Metal fabricating and forming companies are best served to develop their own approaches to manufacturing success

if a company wants to improve, it's better served creating its own best practices rather than trying to replicate the success of other organizations.

If you have a goal to improve your results by adopting the industry’s best practices, you are pretty much assured of attaining average results at best. Because when your goal is to follow someone else, you’re always following.

The sheet metal forming industry continues to see growth in new materials and technologies. It’s important for you to identify your own best practices to best improve your mix of product and forming capabilities.

If you need to improve some measure of your company’s performance, your best way to do so is to identify practices that best serve your company’s needs. Learning from others is a valuable exercise, but if you try to blindly implement another company’s practices without regard to your own company culture, resources, strengths, and weaknesses, you’re forcing a costly process on your people without encouraging ownership.

What Are Industry Best Practices?

Industry best practices often are loosely associated sets of methodologies, rules, and theories that someone had success implementing.

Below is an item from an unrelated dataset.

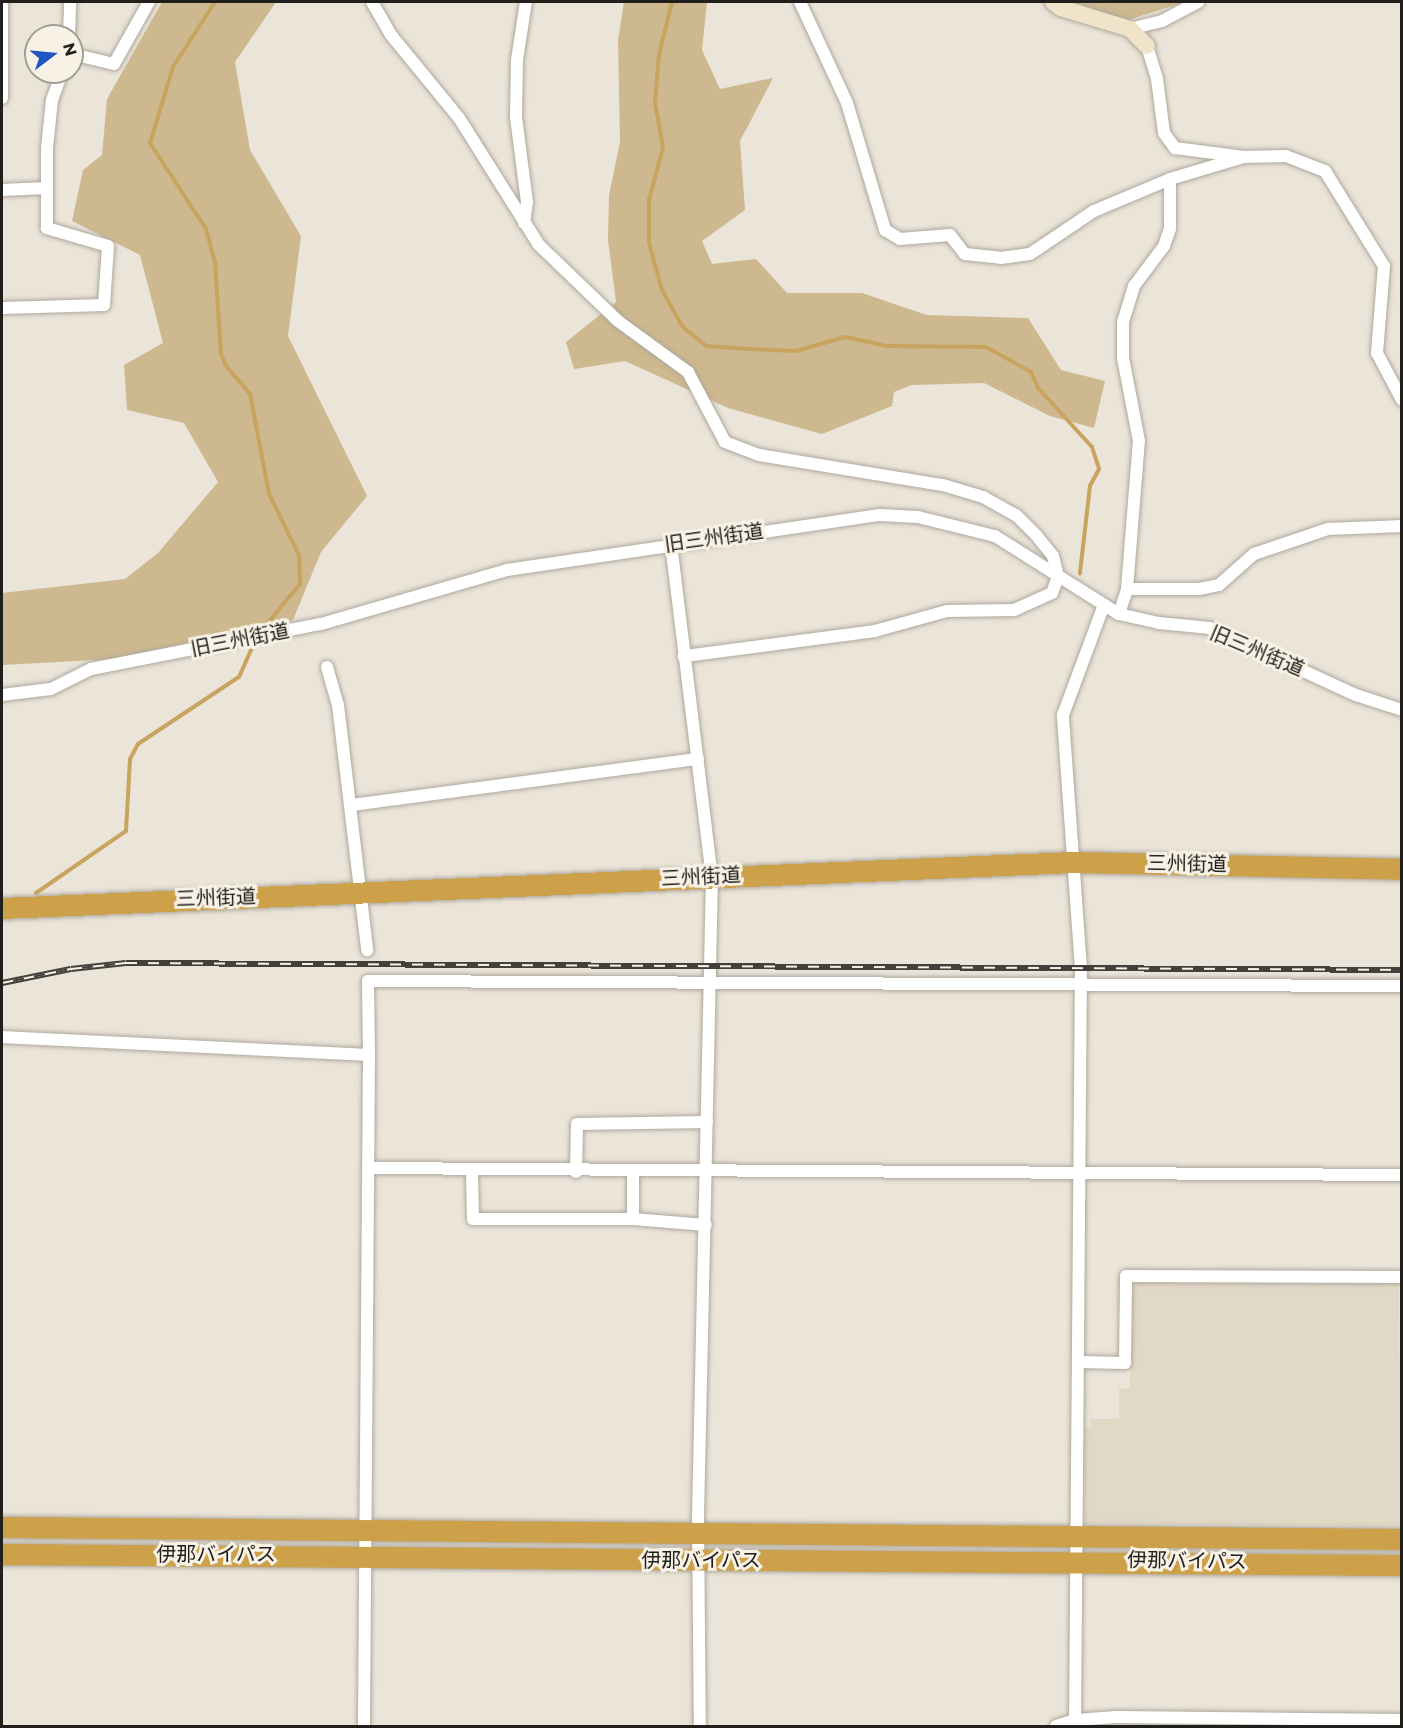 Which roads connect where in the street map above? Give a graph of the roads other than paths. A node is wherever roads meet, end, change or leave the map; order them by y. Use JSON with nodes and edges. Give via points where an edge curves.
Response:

These practices attract consultants and evangelists who pronounce their virtues to all who will listen. Too often, glowing reports of success look attractive to company management who wish to see the same success.

Industry best practices become an issue when you are encouraged to implement them as they are. These practices can offer value in improving your efficiency and product quality, but they must be approached with healthy skepticism. “Just follow the rules” is the wrong approach to adopting another company’s practices. If your company is to grow and advance, you must challenge convention and incorporate your own experience and culture into the process.

Keep in mind that accepted best practices usually don’t reflect the range of complexity on the plant floor. Your practices should never compromise employee safety. Safety procedures often must be added to new methods. New practices should not jeopardize your strengths nor inhibit employees’ ability to research and discover new ways of building product. Exploration is the foundation of company growth and competitiveness.

Best Practices Gone Bad

Do you remember the 1990s? We listened to grunge bands, watched “Seinfeld” and “Friends” on TV, and heard endless alarmists predict the end of civilization on Jan. 1, 2000, unless you paid them to prevent the digital apocalypse. You also couldn’t pass a manufacturing firm without noticing the ubiquitous “ISO 9001 Certified” banner hanging from the building.

While process standards are great at creating awareness of good practice and setting guidelines, they are not best practices. Unfortunately, standards often do a much better job of generating business for consultants and compliance auditors than improving quality results. While standards can improve efficiencies and profitability, they also have a downside. As Frank C. Barnes (1998) said, “Many experts believe that ISO 9000 has become a pursuit of quality certificates rather than a pursuit of quality.” Remember that Bridgestone and Firestone were both ISO and QS 9000 certified when their tire treads separated on the road, resulting in rollovers of Ford Explorers.

Building Your Own Best Practices

Experienced metal forming professionals are aware of the need for good practices and many of their components. Their awareness is based on years of forming practice, decades of research, and intuition. When intuition fails, we tend to rely on rules of thumb and unproven theories. This approach leads to inconsistent application as each person relies on context and personal perspective. Consistent results require consistent practice application and practices based on research and knowledge rather than intuition.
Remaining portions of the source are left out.